The FAMILY Act would help bridge the financial gap facing many working families following the birth or adoption of a child as well as personal or family illness requiring leave from work.
116th Congress: H.R. 1185; S. 463
Welcoming a new child, caring for a sick spouse or parent, or facing a serious illness can change – and strain— any family’s bottom line. Access to uniform paid leave is essential to closing the gaps created by these major life events and helping families stay healthy both physically and financially. Due to systemic discrimination including health disparities, LGBTQ people facing these changes often find themselves having to choose between the caregiving or recovery time they deserve and the paycheck they need.
We know that LGBTQ workers facing a major life event are often left with leave policies that are under-inclusive at best. According to the 2018 U.S. LGBTQ Paid Leave survey fewer than half of policies cover parents of all genders equally or are inclusive of the many ways that families welcome a child including through childbirth, adoption, or foster care. Even for LGBTQ workers whose employers have a formal paid leave policy, one in five respondents to the 2018 survey reported that fears of discrimination could prevent them from requesting a leave if it would require disclosing their LGBTQ identity.

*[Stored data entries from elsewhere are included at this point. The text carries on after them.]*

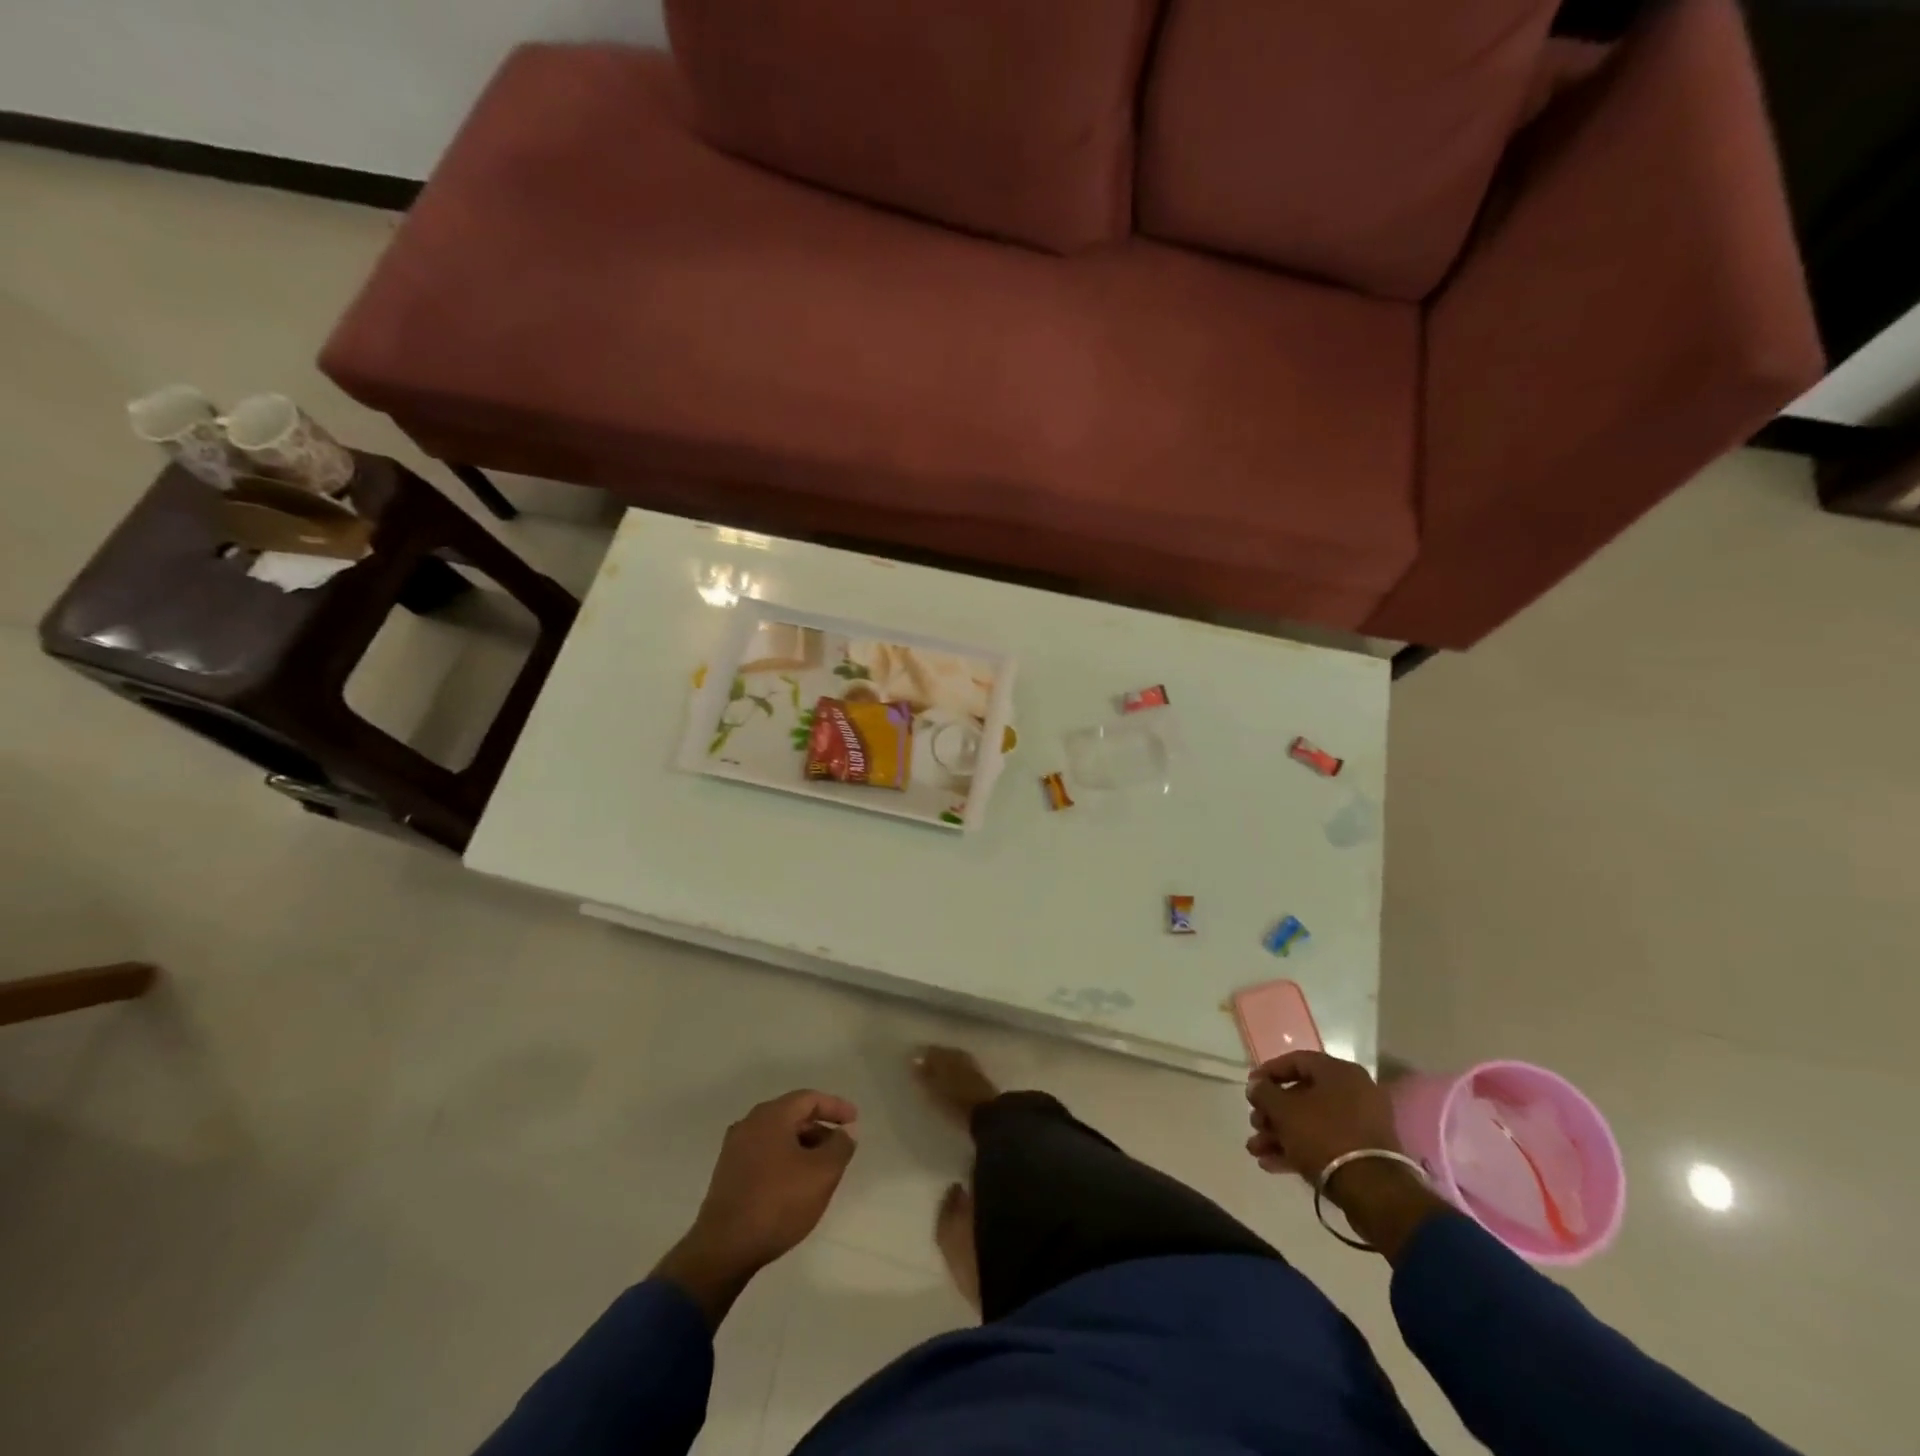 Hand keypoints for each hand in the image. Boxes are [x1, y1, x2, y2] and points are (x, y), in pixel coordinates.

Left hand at [654, 1090, 858, 1327]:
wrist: (723, 1249)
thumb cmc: (778, 1203)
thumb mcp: (822, 1174)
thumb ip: (840, 1147)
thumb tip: (845, 1132)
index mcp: (771, 1116)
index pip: (809, 1098)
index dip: (835, 1107)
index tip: (854, 1121)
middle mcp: (750, 1124)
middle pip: (792, 1115)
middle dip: (819, 1129)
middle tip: (839, 1147)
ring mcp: (734, 1149)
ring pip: (777, 1136)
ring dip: (802, 1146)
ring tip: (820, 1168)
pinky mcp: (727, 1174)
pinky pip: (764, 1154)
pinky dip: (784, 1160)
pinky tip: (794, 1184)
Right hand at [1246, 1051, 1446, 1261]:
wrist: (1373, 1192)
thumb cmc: (1324, 1136)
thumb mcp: (1284, 1110)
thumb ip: (1264, 1092)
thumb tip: (1256, 1085)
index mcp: (1340, 1072)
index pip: (1296, 1061)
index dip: (1268, 1072)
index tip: (1250, 1088)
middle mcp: (1354, 1092)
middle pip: (1302, 1095)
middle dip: (1272, 1112)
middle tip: (1254, 1124)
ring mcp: (1361, 1124)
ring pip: (1311, 1122)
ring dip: (1280, 1134)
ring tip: (1256, 1150)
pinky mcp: (1363, 1152)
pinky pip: (1325, 1142)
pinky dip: (1299, 1149)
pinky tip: (1271, 1164) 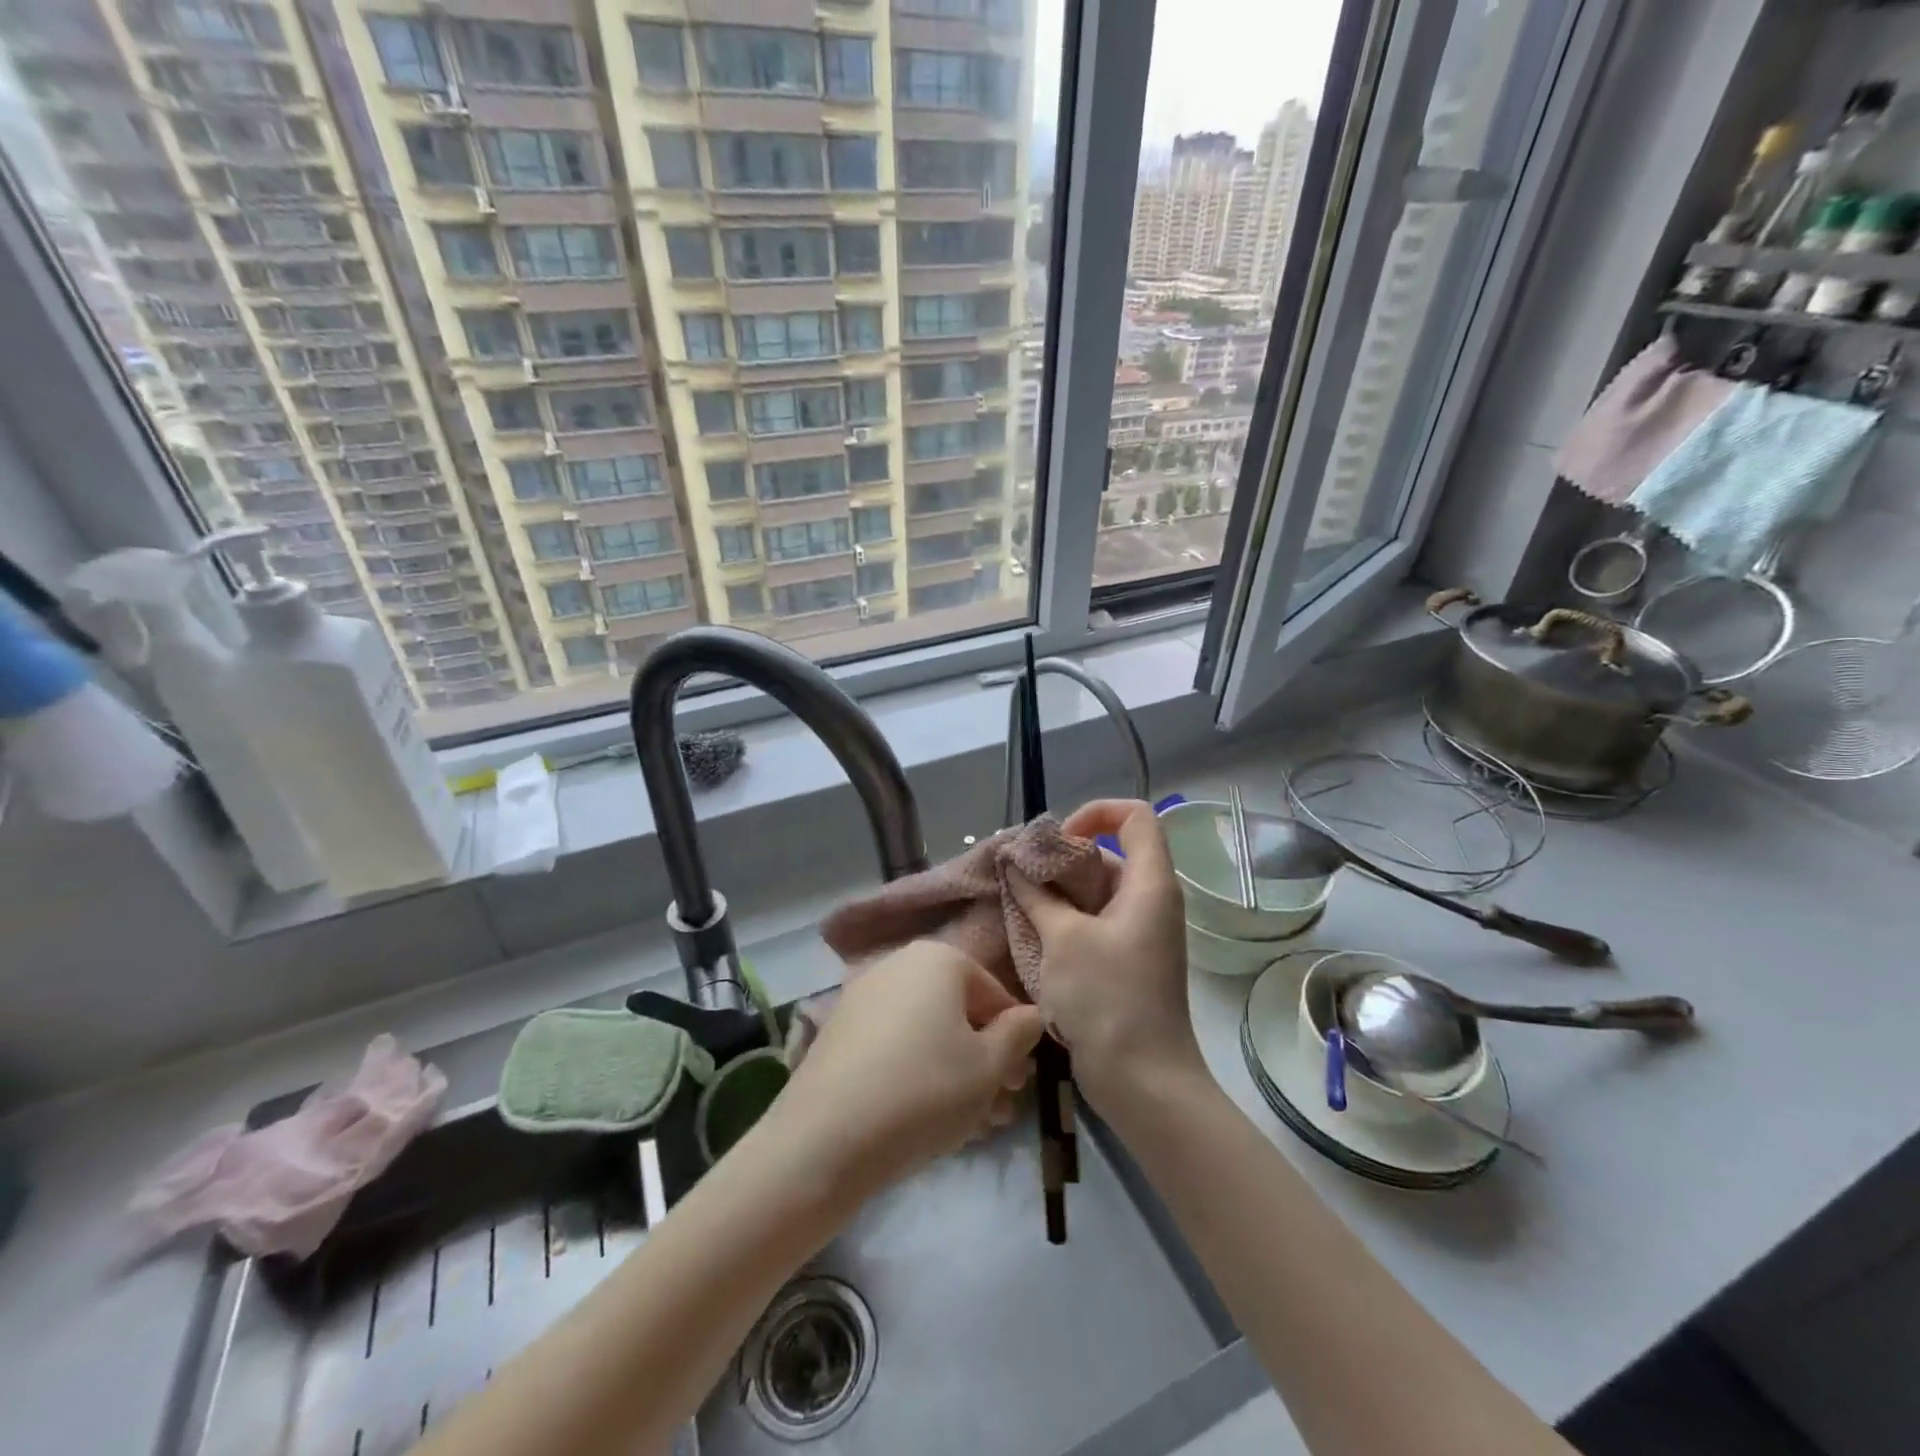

The FAMILY Act would help bridge the financial gap facing many working families following the birth or adoption of a child as well as personal or family illness requiring leave from work. The FAMILY Act would provide workers with up to 12 weeks of financial support during a family or medical leave from work. This would cover time taken following the birth or adoption of a child including time to recover from pregnancy and childbirth, as well as leave taken to care for a sick child, parent, spouse or domestic partner, recover from illness personally, or time taken for military caregiving and leave purposes.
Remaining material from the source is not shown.